Facing the Weather
Bigert & Bergström
Mediator - Mari Linnman, 3ca
Supporters - Centre hospitalier de Saint-Denis, Fondation de France, Fondation Daniel and Nina Carasso, Ile-de-France Regional Council, Parliamentary Reserve of Senator Aline Archimbaud, Plaine Communes, City of Saint-Denis
Hôpital Delafontaine, rue Delafontaine, 93205 Saint-Denis, France, 2017
Face au temps/Facing the Weather is the title of a monumental artwork by Bigert & Bergström, created at the invitation of staff members at Saint-Denis hospital complex in the Paris region. The group commissioned this piece out of their desire to introduce art into the hospital, for the benefit of both patients and employees.

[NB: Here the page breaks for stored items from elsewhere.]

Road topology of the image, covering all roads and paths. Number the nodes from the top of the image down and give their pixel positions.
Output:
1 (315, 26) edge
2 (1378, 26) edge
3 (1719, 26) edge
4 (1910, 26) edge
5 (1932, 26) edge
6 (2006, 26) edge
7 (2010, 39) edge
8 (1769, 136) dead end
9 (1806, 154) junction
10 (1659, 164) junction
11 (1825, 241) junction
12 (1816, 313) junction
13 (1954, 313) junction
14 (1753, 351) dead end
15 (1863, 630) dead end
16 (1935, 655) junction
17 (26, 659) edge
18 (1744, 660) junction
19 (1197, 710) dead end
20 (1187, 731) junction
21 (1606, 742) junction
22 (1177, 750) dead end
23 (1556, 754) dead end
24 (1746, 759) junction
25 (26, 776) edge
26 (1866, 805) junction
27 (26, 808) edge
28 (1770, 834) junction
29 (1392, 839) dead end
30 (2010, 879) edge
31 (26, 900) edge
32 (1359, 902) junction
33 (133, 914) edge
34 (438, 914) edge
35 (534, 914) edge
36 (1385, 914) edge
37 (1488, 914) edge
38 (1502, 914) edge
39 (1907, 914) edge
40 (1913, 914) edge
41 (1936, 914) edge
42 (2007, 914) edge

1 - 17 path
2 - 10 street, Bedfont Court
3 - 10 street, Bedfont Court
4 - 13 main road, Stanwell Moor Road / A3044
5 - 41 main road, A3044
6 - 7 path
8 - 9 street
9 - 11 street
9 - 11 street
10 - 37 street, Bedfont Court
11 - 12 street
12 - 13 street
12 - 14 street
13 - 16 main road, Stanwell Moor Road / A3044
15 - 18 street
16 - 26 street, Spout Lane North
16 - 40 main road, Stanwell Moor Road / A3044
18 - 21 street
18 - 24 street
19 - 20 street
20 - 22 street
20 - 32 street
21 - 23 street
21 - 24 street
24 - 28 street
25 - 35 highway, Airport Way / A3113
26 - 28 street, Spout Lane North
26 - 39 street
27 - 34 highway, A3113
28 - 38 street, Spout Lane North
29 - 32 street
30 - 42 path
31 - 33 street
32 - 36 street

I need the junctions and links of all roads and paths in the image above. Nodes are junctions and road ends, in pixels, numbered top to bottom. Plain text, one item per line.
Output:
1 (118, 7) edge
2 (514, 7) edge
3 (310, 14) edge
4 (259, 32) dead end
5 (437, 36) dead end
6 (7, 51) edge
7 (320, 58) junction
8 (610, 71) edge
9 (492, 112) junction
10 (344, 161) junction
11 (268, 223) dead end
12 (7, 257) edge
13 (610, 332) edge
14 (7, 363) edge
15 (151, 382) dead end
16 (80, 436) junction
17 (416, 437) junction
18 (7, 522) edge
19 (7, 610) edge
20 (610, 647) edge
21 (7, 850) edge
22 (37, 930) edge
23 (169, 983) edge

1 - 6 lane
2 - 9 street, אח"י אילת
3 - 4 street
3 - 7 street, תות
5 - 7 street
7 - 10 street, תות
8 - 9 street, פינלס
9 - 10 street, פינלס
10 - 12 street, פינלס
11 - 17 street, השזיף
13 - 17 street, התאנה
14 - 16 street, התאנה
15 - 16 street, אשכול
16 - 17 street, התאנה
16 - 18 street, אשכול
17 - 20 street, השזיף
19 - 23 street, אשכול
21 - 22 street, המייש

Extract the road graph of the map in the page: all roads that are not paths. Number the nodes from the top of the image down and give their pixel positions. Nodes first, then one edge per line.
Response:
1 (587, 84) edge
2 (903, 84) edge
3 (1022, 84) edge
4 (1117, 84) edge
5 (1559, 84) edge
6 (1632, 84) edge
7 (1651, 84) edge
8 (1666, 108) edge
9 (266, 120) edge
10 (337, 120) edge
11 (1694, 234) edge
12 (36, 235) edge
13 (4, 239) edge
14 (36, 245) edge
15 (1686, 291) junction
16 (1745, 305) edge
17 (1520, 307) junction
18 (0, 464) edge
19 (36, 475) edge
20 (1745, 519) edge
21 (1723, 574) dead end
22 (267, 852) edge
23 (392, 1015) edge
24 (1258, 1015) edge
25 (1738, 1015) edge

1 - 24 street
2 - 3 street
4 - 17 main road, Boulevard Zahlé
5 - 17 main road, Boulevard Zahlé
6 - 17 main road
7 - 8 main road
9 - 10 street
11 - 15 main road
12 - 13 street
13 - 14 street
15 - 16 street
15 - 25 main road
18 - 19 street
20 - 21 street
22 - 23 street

The commission centers on the hospital’s historical wing, a medical surgery building in the Functionalist style dating from the 1970s that defines the site with its imposing volume, in contrast to the units built more recently. The building needed some care and restoration, particularly the central part of its facade, where the decorative elements in front of the window columns were falling into ruin—the concrete had deteriorated since the era of its construction due to weather and age. To rectify this disrepair and its negative associations with illness, the group decided to work together to replace this damaged part of the structure with an art commission—a work in dialogue with the architecture that could also address a socially and culturally diverse audience.
Directed by Mari Linnman, curator for the Fondation de France’s New Patrons program, the group entrusted their project to the Swedish artist duo Bigert & Bergström, who have made numerous artworks that engage issues around the climate, the biosphere, and the relationship between mankind and the environment.
With the work Facing the Weather, Bigert & Bergström confront the impact of the climate on the human organism and its well-being. The work is composed of two large stainless-steel reliefs. The artists borrow symbols used in meteorology, including isobars, hot and cold fronts, wind, rain, clouds, and sun, and arrange them to form an imaginary map where several climatic zones merge.
The project is part of the New Patrons program, initiated by the Fondation de France, which enables people confronting societal issues or developing a property to involve artists in their endeavor through the commissioning of an artwork.